» Your assignment
Check each line below for the word "highway". How many have it? Answer with the number only.

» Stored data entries
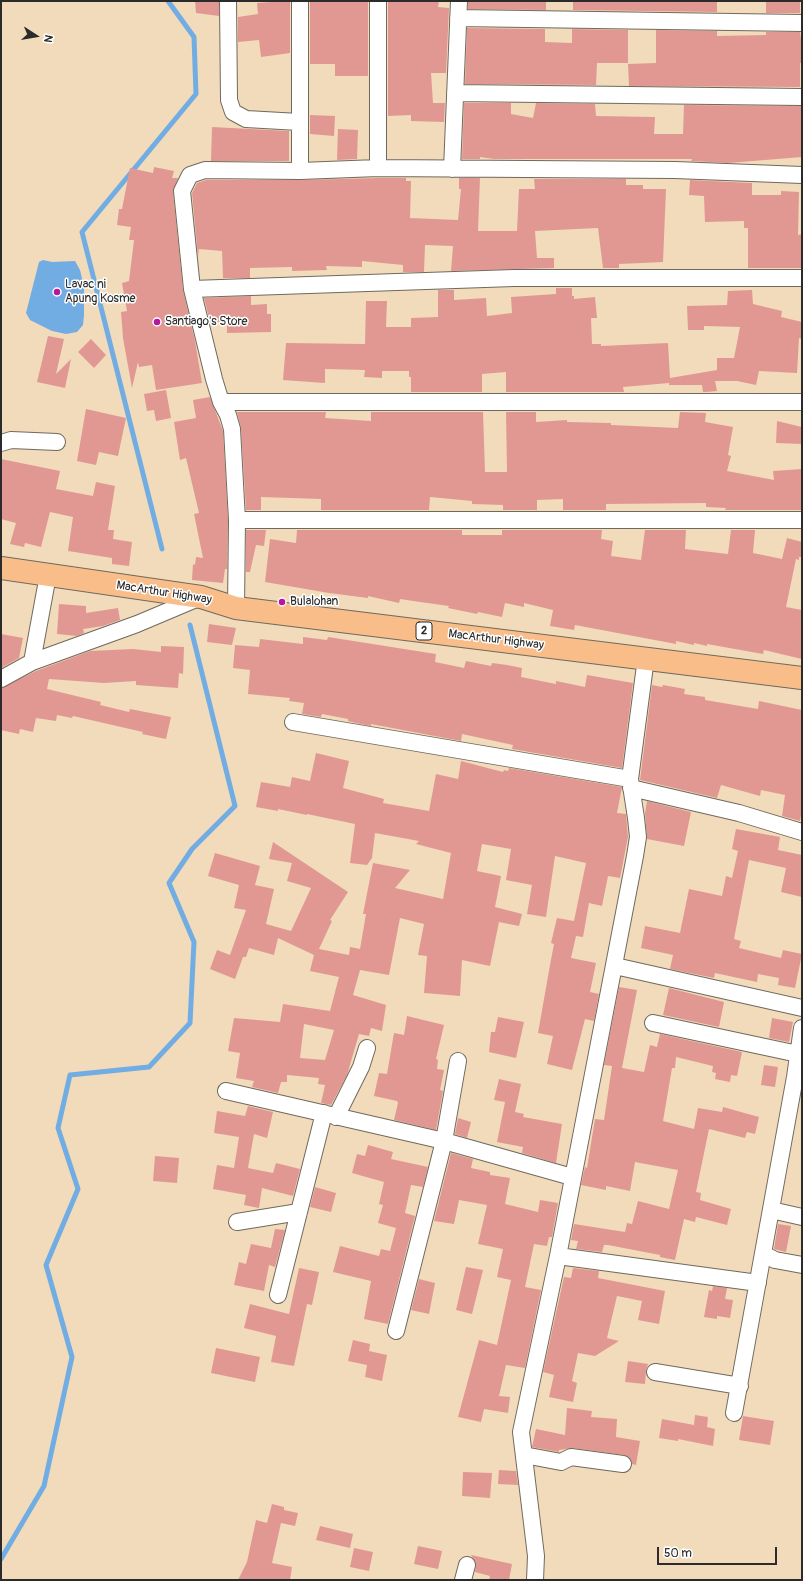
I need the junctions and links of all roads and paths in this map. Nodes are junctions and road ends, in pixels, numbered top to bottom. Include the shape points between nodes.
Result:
1 (228, 1) edge
2 (300, 1) edge
3 (378, 1) edge
4 (459, 1) edge
5 (458, 18) junction
6 (802, 23) edge
7 (455, 94) junction
8 (802, 97) edge
9 (299, 122) junction
10 (378, 168) junction
11 (452, 169) junction
12 (300, 171) junction
13 (802, 175) edge
14 (802, 278) edge
15 (192, 289) junction
16 (221, 402) junction
17 (802, 402) edge
18 (57, 442) dead end
19 (1, 443) edge
20 (237, 520) junction
21 (802, 520) edge
22 (1, 568) edge
23 (48, 575) junction
24 (201, 597) junction
25 (236, 608) junction
26 (646, 658) junction
27 (32, 662) junction
28 (802, 678) edge
29 (1, 679) edge
30 (293, 722) dead end
31 (630, 784) junction
32 (802, 832) edge
33 (615, 966) junction
34 (802, 1008) edge
35 (653, 1023) dead end
36 (802, 1028) edge
37 (368, 1048) dead end
38 (798, 1054) junction
39 (458, 1060) dead end
40 (798, 1077) edge
41 (226, 1091) dead end
42 (330, 1115) junction
43 (444, 1140) junction
44 (572, 1176) junction
45 (771, 1210) junction
46 (299, 1212) junction
47 (802, 1217) edge
48 (237, 1222) dead end
49 (763, 1254) junction
50 (558, 1256) junction
51 (802, 1265) edge
52 (758, 1283) junction
53 (278, 1295) dead end
54 (396, 1331) dead end
55 (655, 1372) dead end
56 (740, 1386) junction
57 (734, 1413) dead end
58 (524, 1455) junction
59 (624, 1464) dead end
60 (535, 1580) edge

1 - 9 street via 229,100 233,112 246,119
2 - 9 street
3 - 10 street
4 - 5 street
5 - 6 street
5 - 7 street
7 - 8 street
7 - 11 street
9 - 12 street
10 - 11 street
10 - 12 street
11 - 13 street via 674,170
12 - 15 street via 205,170 190,175 182,192
14 - 15 street via 514,278
15 - 16 street
16 - 17 street
16 - 20 street via 232,429
18 - 19 street via 10,440
20 - 21 street
20 - 25 street
22 - 23 highway, MacArthur Highway / 2
23 - 24 highway, MacArthur Highway / 2
23 - 27 street
24 - 25 highway, MacArthur Highway / 2
24 - 27 street via 137,624
25 - 26 highway, MacArthur Highway / 2
26 - 28 highway, MacArthur Highway / 2
26 - 31 street
27 - 29 street
30 - 31 street
31 - 32 street via 739,812
31 - 33 street via 638,837
33 - 34 street
33 - 44 street
35 - 38 street
36 - 38 street
37 - 42 street via 361,1067
38 - 40 street
39 - 43 street
40 - 45 street
41 - 42 street
42 - 43 street
42 - 46 street
43 - 44 street
43 - 54 street
44 - 50 street
45 - 47 street
45 - 49 street
46 - 48 street
46 - 53 street
49 - 51 street via 775,1260
49 - 52 street
50 - 52 street
50 - 58 street via 521,1432
52 - 56 street
55 - 56 street
56 - 57 street
58 - 59 street via 561,1462 571,1457
58 - 60 street via 536,1556

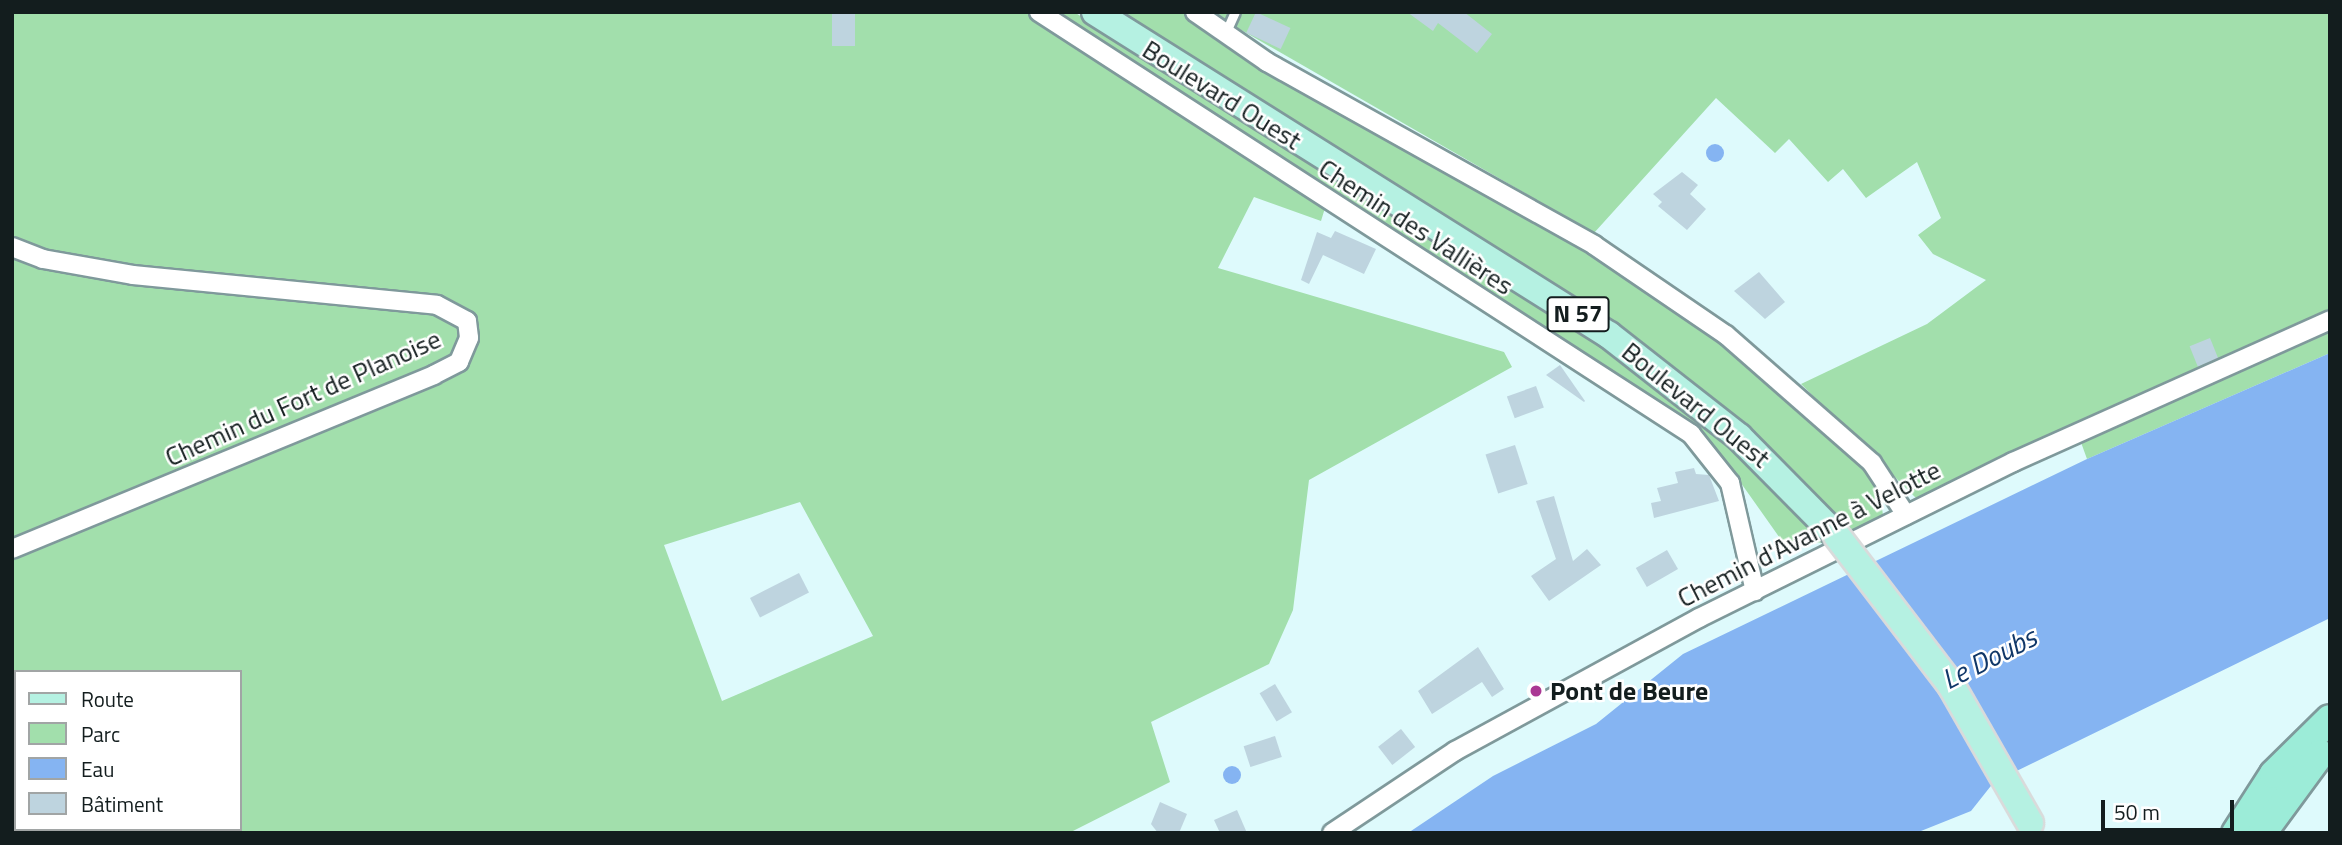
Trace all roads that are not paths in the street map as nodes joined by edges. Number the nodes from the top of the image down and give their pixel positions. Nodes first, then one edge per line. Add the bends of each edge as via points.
1 (1039, 12) edge
2 (1095, 12) edge
3 (1195, 12) edge
4 (1235, 12) edge
5 (1225, 34) junction
6 (12, 247) edge
7 (2330, 320) edge
8 (1906, 516) junction
9 (12, 549) edge
10 (1755, 591) junction
11 (2330, 719) edge
12 (2330, 744) edge
13 (2032, 828) edge
14 (1332, 833) edge
15 (2236, 833) edge
16 (2262, 833) edge

1 - 10 street, Chemin des Vallières via 1690,434 1730,483
2 - 13 main road, Boulevard Ouest / N 57, bridge via 1630,350 1761,457 1837,536 1951,685
3 - 5 street
4 - 5 lane
5 - 8 street via 1594,245 1726,335 1802,396 1872,463
6 - 9 street, Chemin du Fort de Planoise via 43,259 133,275 437,305 467,321 469,338 459,362 435,375
7 - 8 street, Chemin d'Avanne à Velotte
8 - 10 street, Chemin d'Avanne à Velotte
10 - 14 street, Chemin d'Avanne à Velotte via 1519,714
11 - 15 highway via 2274,774
12 - 16 highway via 2290,786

» Response to the task
7